Selecting the fingerprint creation mode

Datacap provides two primary methods for generating page fingerprints.

Image analysis: This method scans the page image to identify the composite blackness of different regions of the page. This method provides fast page identification, but it requires that you do recognition later.

Full page recognition: This method does optical character recognition to identify the locations of text within the page. This method takes longer, especially with pages that include handwritten text. However, it reduces the time from subsequent workflow tasks because the full page recognition results are available for use.

Both of these methods write the resulting information to a CCO file that is stored with the original TIFF image file in the fingerprint folder for the application.

Remember: The method that you use for creating library fingerprints must be the same as the method that you use to generate runtime fingerprints during page identification.

For example, if you decide to use image analysis, you must use image analysis in both the FingerprintAdd and PageID rulesets.

Important: Do not try to combine these methods because the recognition results are probably not accurate.

Image analysis

Image analysis uses a pixel-based algorithm to generate a CCO fingerprint file that represents the relative blackness of different regions of the page.

The AnalyzeImage action in the Recog_Shared actions library does image analysis on an image file.

Library	Action	Description
Recog_Shared	AnalyzeImage	Converts the TIFF image file that represents the current page to a CCO fingerprint file.

Full page recognition

Full page recognition, as the name suggests, uses the text and location of text on the page to generate the CCO fingerprint file. Datacap includes three optical character recognition (OCR) engines, plus one intelligent character recognition (ICR) engine that you can use to do full page recognition:

OCR_A: FineReader OCR engine.

OCR_S: Nuance (formerly ScanSoft) OmniPage OCR engine.

OCR_SR: Newer implementation of the Nuance OmniPage OCR engine.

ICR_C: Open Text RecoStar ICR engine.

Other ICR engines are available as options. As a rule, the OCR engines work well with machine-printed text, whereas the ICR engine works well with hand-printed and machine-printed text.
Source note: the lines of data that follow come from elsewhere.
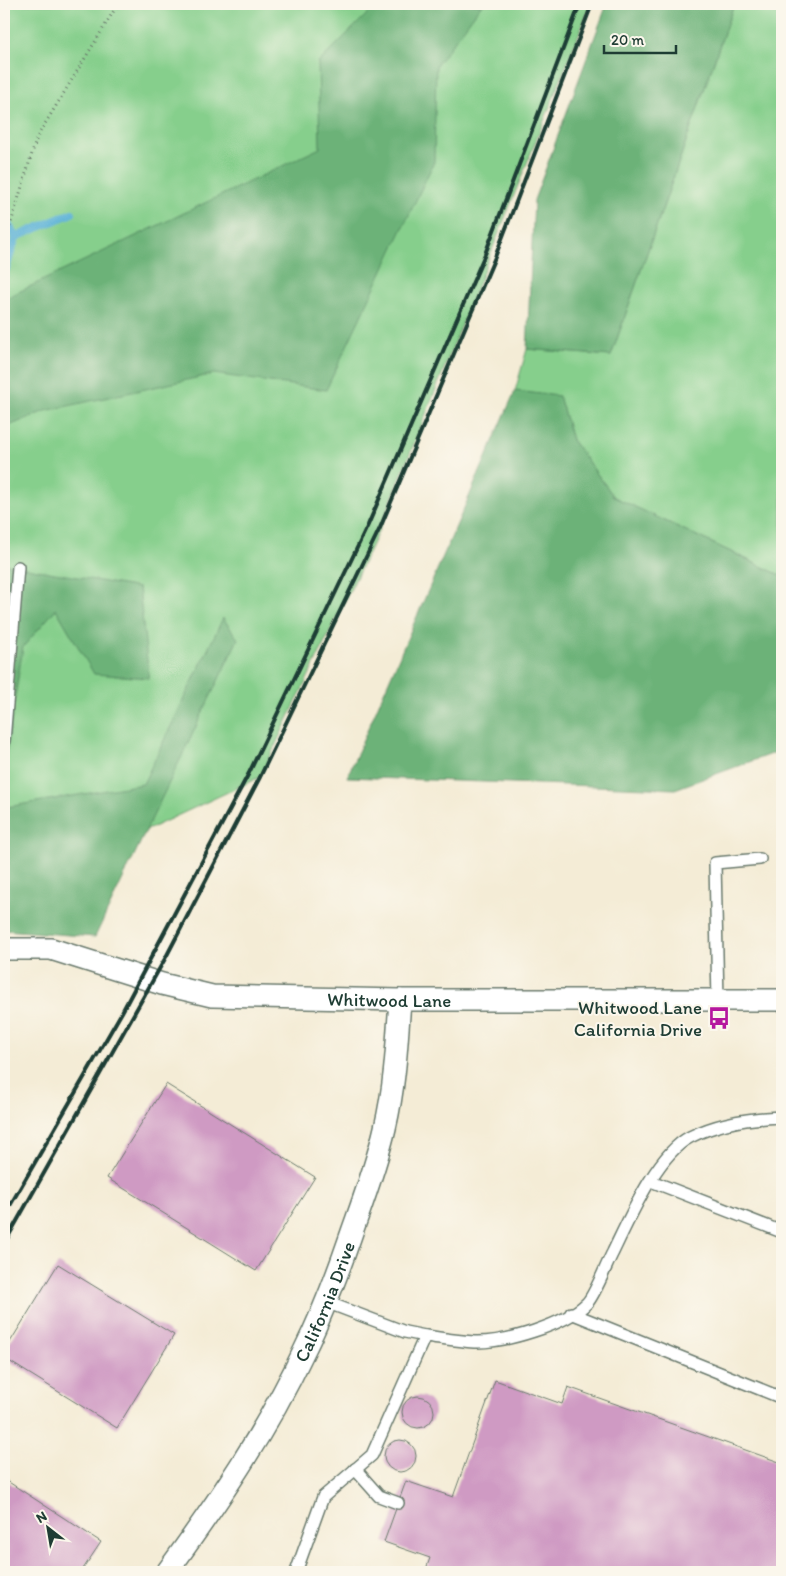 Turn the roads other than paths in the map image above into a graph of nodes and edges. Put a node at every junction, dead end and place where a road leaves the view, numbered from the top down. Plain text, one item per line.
1 (18, 567) dead end
2 (4, 741) edge
3 (760, 859) dead end
4 (4, 949) edge
5 (400, 1000) junction
6 (782, 1000) edge
7 (718, 1001) junction
8 (782, 1117) edge
9 (651, 1181) junction
10 (782, 1232) edge
11 (326, 1302) junction
12 (571, 1313) junction
13 (425, 1336) junction
14 (782, 1398) edge
15 (355, 1469) junction
16 (398, 1503) dead end
17 (167, 1572) edge
18 (296, 1572) edge

1 - 2 lane
3 - 7 lane
4 - 5 street, Whitwood Lane
5 - 7 street, Whitwood Lane
5 - 11 street, California Drive
6 - 7 street, Whitwood Lane
8 - 9 lane
9 - 10 lane
9 - 12 lane
11 - 13 lane
11 - 17 street, California Drive
12 - 13 lane
12 - 14 lane
13 - 15 lane
15 - 16 lane
15 - 18 lane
Datacap includes actions libraries for each recognition engine (OCR_A, OCR_S, OCR_SR, and ICR_C). Each library includes its own version of the full page recognition action.

Library	Action	Description
ocr_a	RecognizePageOCR_A	Recognizes all characters on the current page and populates CCO fingerprint file for the page with the recognition results.
OCR_s	RecognizePageOCR_S	Recognizes all characters on the current page and populates the CCO fingerprint file for the page with the recognition results.
ocr_sr	RecognizePageOCR_S	Recognizes all characters on the current page and populates the CCO fingerprint file for the page with the recognition results.
icr_c	RecognizePageICR_C	Recognizes all characters on the current page and populates the CCO fingerprint file for the page with the recognition results.

Fingerprint matching actions

Here are some actions that are involved in fingerprint matching:

Library	Action	Description
AutoDoc	FindFingerprint	Tries to match the current page fingerprint to a fingerprint in the application fingerprint library.